The lady’s crime? She’d pointed out, as others have, that many of the courses dubbed Black Studies “appear to be a series of axes that faculty members would like to grind.” And grind away they do.

Critics of academe who note this kind of ideology masquerading as scholarship are bound to be called racists, to cite one of the more polite names hurled at Naomi Riley. A longtime observer of the lower trends in higher education, Ms. Riley was subjected to a flood of taunts that, in her words, ranged from “puerile to vitriolic.” Nobody can say her work had gone unnoticed.

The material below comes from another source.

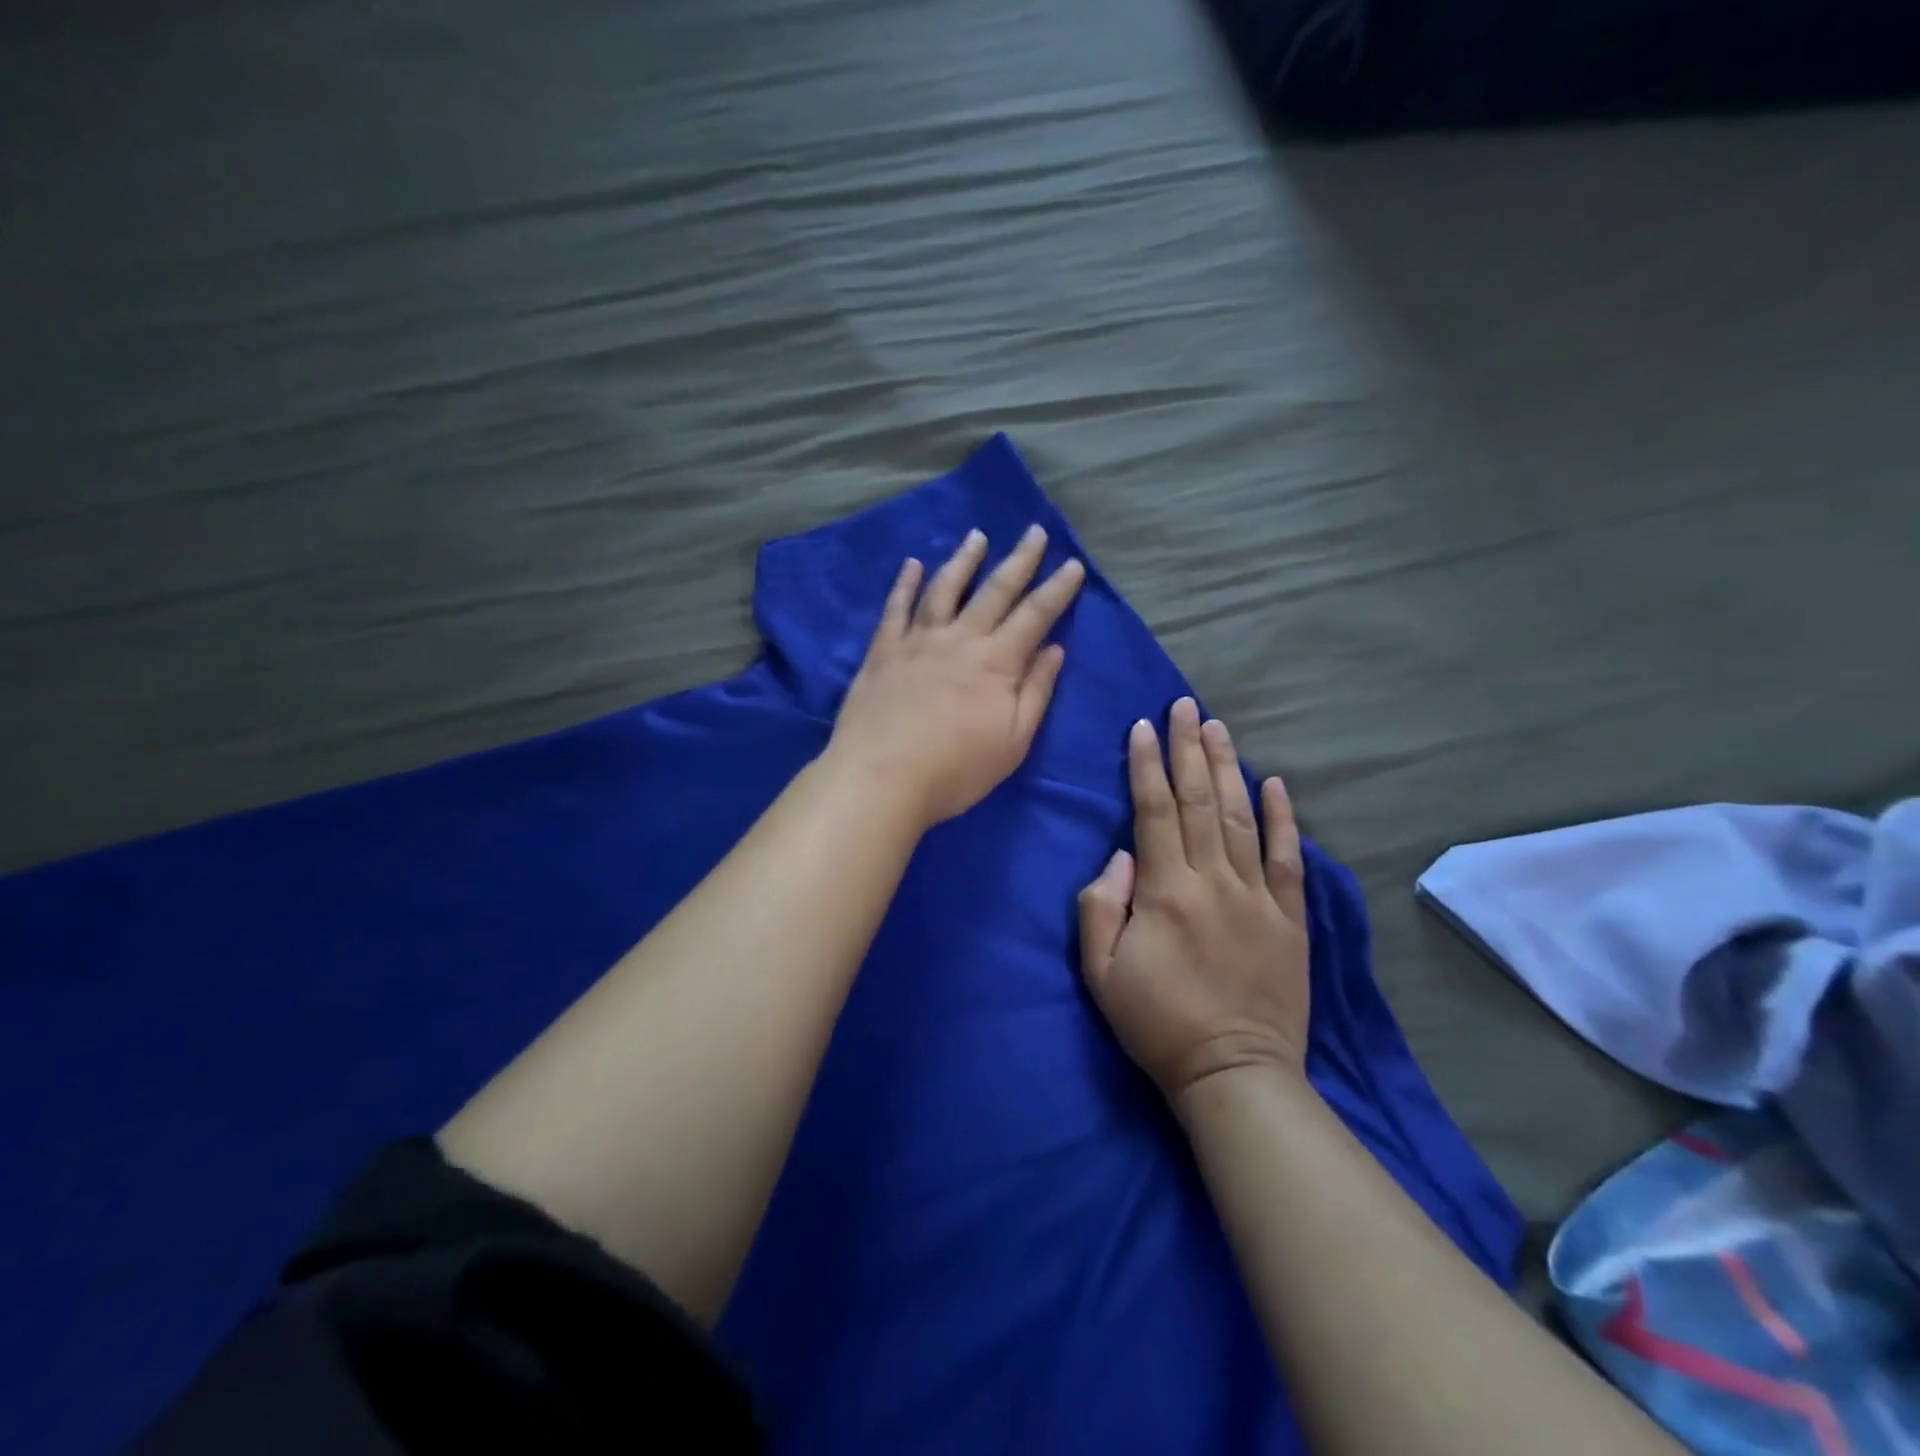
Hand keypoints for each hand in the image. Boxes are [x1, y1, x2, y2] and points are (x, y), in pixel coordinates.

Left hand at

The Chronicle’s editor-in-chief-yes, it actually has an editor, or at least someone styled as such-claimed she was fired not because her opinions were unacceptable but because, in the course of presenting them, she’d cited some of the sillier dissertation titles in the field she was criticizing.

Said editor-in-chief didn’t claim the titles were inaccurate. Her sin seems to have been that she’d mentioned them. And when she did, the response from those running the Chronicle was simple. Shut up, they explained.

Naomi Riley is scarcely the first observer to note the academic crimes committed in the name of Black Studies. N.B. She wasn’t asserting that the history of black Americans (not to mention the literature, religion and, good Lord, the music of Black America!) isn’t worth teaching. On the contrary, she was demanding that it be taught well.

Strangely enough, the Chroniclehad hired Ms. Riley specifically to present the conservative point of view in order to balance its usual educanto. But when she did, she had to go.

Well, sure. Hers is not an unusual experience for anyone who dares criticize the banalities of academe. Indeed, it’s almost a tradition. It goes back at least to the last century, when Booker T.

Washington was being denounced as an Uncle Tom for asserting that self-reliance is an essential requisite for advancing the rights and fortunes of black Americans.

For that matter, the original Uncle Tom of Harriet Beecher Stowe’s famous novel/melodrama that roused American public opinion against slavery was no Uncle Tom-not in the current, derisive use of the term. Rather he was a stoic hero who practiced nonviolent resistance in a way Gandhi and Martin Luther King Jr. would later advocate.

But the grievance collectors of the world may be less interested in eliminating the grievances than in exploiting them. Booker T. Washington once wrote of those who “make a business of keeping the troubles, the wrongs, and the hardships of the Negro race before the public. Having learned that they are able to make a living out of their troubles, they have grown into the settled habit of advertising their wrongs-partly because they want sympathy and partly because it pays. Some of these people do not want the Negro to lose his grievances, because they do not want to lose their jobs.’’ Welcome, Naomi Schaefer Riley to a long line of truth-tellers. It’s a distinguished club, but the price of admission can be high.